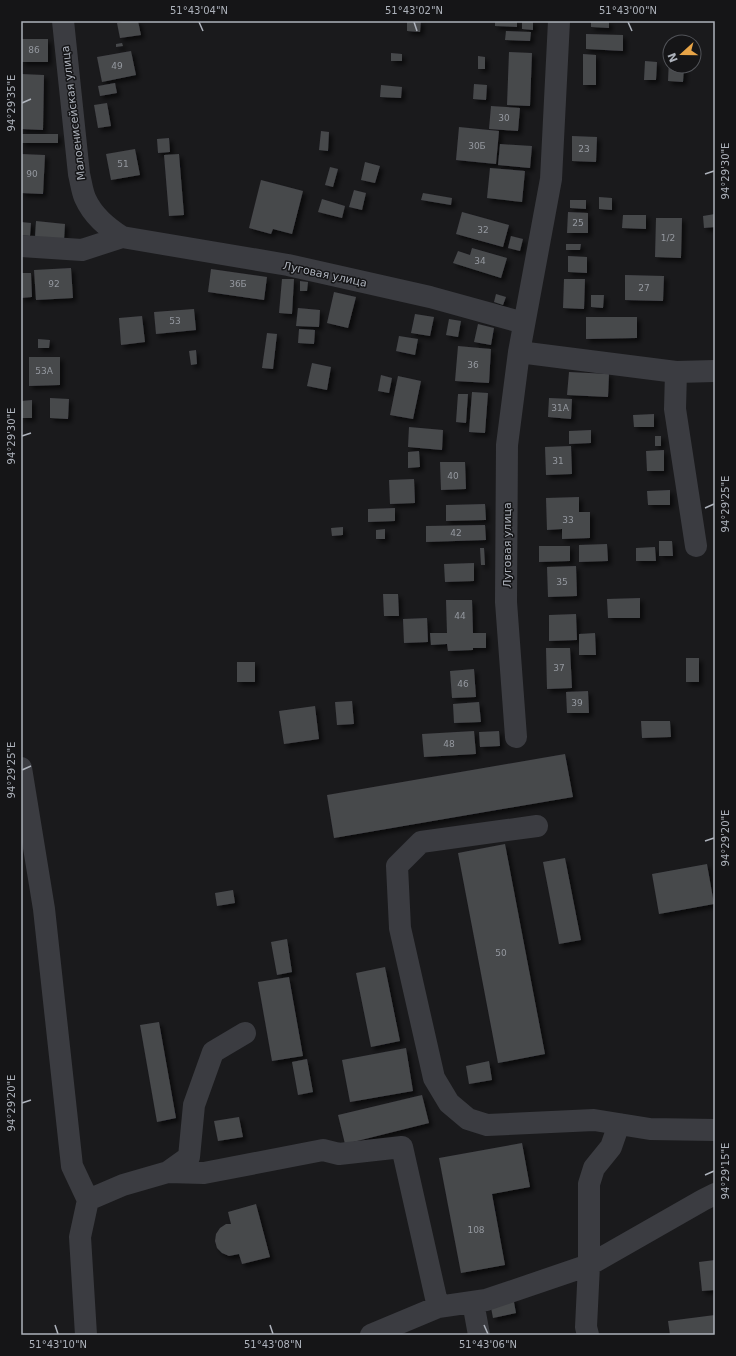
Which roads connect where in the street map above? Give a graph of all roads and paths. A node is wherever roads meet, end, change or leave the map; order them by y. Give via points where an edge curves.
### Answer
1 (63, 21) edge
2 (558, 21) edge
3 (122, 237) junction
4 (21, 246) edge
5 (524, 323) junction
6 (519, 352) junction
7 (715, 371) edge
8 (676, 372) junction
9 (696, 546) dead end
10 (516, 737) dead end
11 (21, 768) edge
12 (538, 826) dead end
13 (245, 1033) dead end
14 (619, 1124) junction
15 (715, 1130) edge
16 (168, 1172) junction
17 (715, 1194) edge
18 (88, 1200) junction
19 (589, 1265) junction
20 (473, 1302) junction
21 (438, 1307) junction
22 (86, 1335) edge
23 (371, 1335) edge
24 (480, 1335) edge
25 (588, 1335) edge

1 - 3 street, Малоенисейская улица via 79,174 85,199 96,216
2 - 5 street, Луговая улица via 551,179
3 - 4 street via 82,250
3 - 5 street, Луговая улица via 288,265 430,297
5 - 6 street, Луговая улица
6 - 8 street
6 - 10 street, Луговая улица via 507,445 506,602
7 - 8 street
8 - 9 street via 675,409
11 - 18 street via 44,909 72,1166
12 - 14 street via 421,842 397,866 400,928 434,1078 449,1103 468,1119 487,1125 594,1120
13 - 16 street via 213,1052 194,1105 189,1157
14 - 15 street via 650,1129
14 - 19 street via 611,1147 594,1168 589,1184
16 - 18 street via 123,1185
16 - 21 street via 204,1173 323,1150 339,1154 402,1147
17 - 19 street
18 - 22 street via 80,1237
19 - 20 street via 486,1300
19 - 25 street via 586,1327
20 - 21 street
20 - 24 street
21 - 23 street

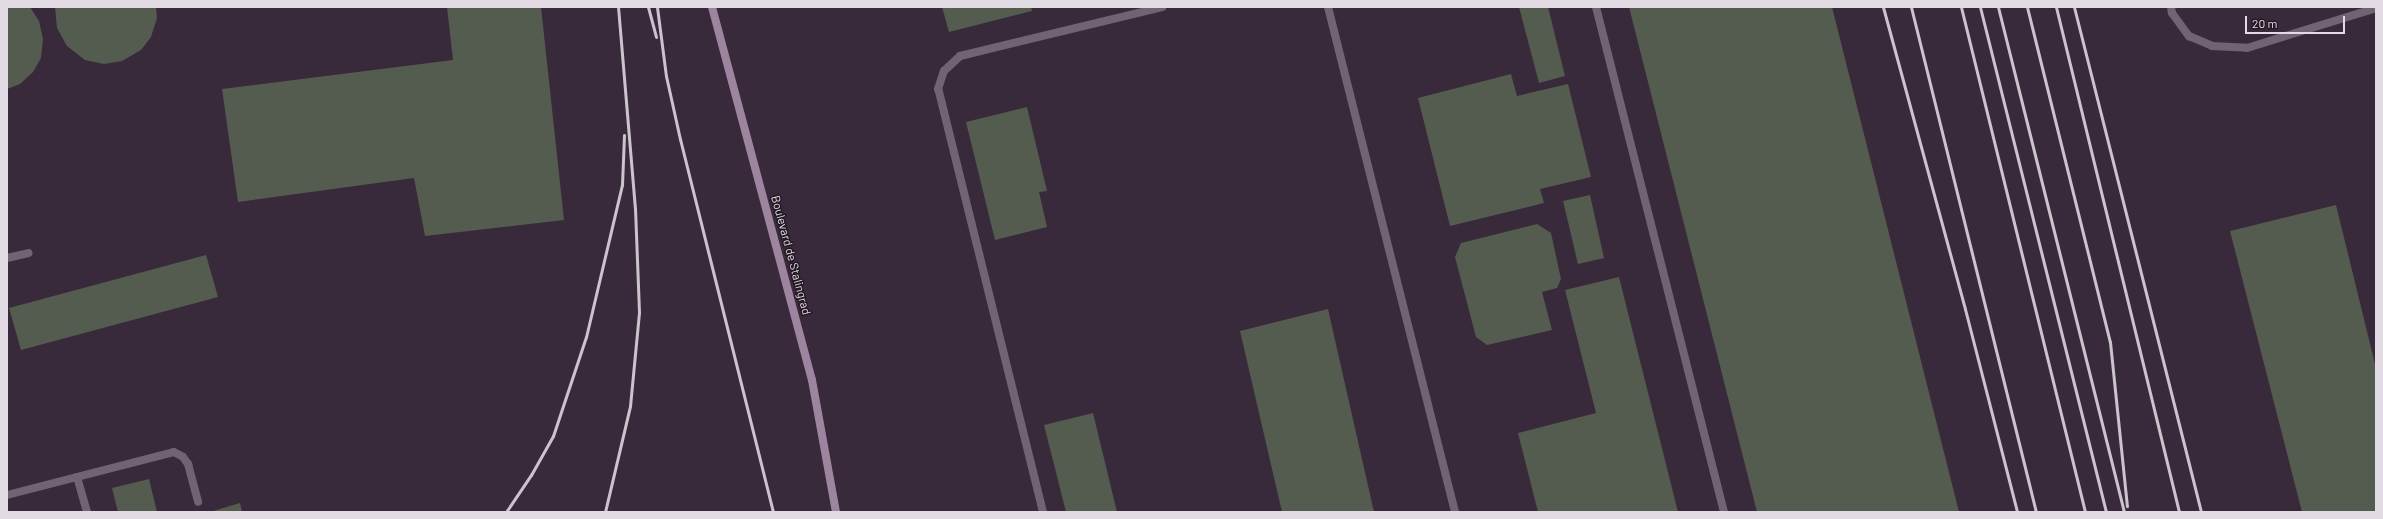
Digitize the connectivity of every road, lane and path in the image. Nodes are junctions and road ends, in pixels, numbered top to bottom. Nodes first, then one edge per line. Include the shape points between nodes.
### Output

## Exercise requirements
Print the data above exactly, minus pictures.

## Answer section
Which roads connect where in the street map above? Give a graph of all roads and paths. A node is wherever roads meet, end, change or leave the map; order them by y. Give via points where an edge curves.
### Answer
1 (63, 21) edge
2 (558, 21) edge
3 (122, 237) junction
4 (21, 246) edge
5 (524, 323) junction
6 (519, 352) junction
7 (715, 371) edge
8 (676, 372) junction
9 (696, 546) dead end
10 (516, 737) dead end
11 (21, 768) edge
12 (538, 826) dead end
13 (245, 1033) dead end
14 (619, 1124) junction
15 (715, 1130) edge
16 (168, 1172) junction
17 (715, 1194) edge
18 (88, 1200) junction
19 (589, 1265) junction
20 (473, 1302) junction
21 (438, 1307) junction
22 (86, 1335) edge
23 (371, 1335) edge
24 (480, 1335) edge
25 (588, 1335) edge

1 - 3 street, Малоенисейская улица via 79,174 85,199 96,216
2 - 5 street, Луговая улица via 551,179
3 - 4 street via 82,250
3 - 5 street, Луговая улица via 288,265 430,297
5 - 6 street, Луговая улица
6 - 8 street
6 - 10 street, Луговая улица via 507,445 506,602
7 - 8 street
8 - 9 street via 675,409
11 - 18 street via 44,909 72,1166
12 - 14 street via 421,842 397,866 400,928 434,1078 449,1103 468,1119 487,1125 594,1120
13 - 16 street via 213,1052 194,1105 189,1157
14 - 15 street via 650,1129
14 - 19 street via 611,1147 594,1168 589,1184
16 - 18 street via 123,1185
16 - 21 street via 204,1173 323,1150 339,1154 402,1147
17 - 19 street
18 - 22 street via 80,1237
19 - 20 street via 486,1300
19 - 25 street via 586,1327
20 - 21 street
20 - 24 street
21 - 23 street

Digitize the connectivity of every road, lane and path in the image. Nodes are junctions and road ends, in pixels, numbered top to bottom. Nodes first, then one edge per line. Include the shape points between nodes.
### Output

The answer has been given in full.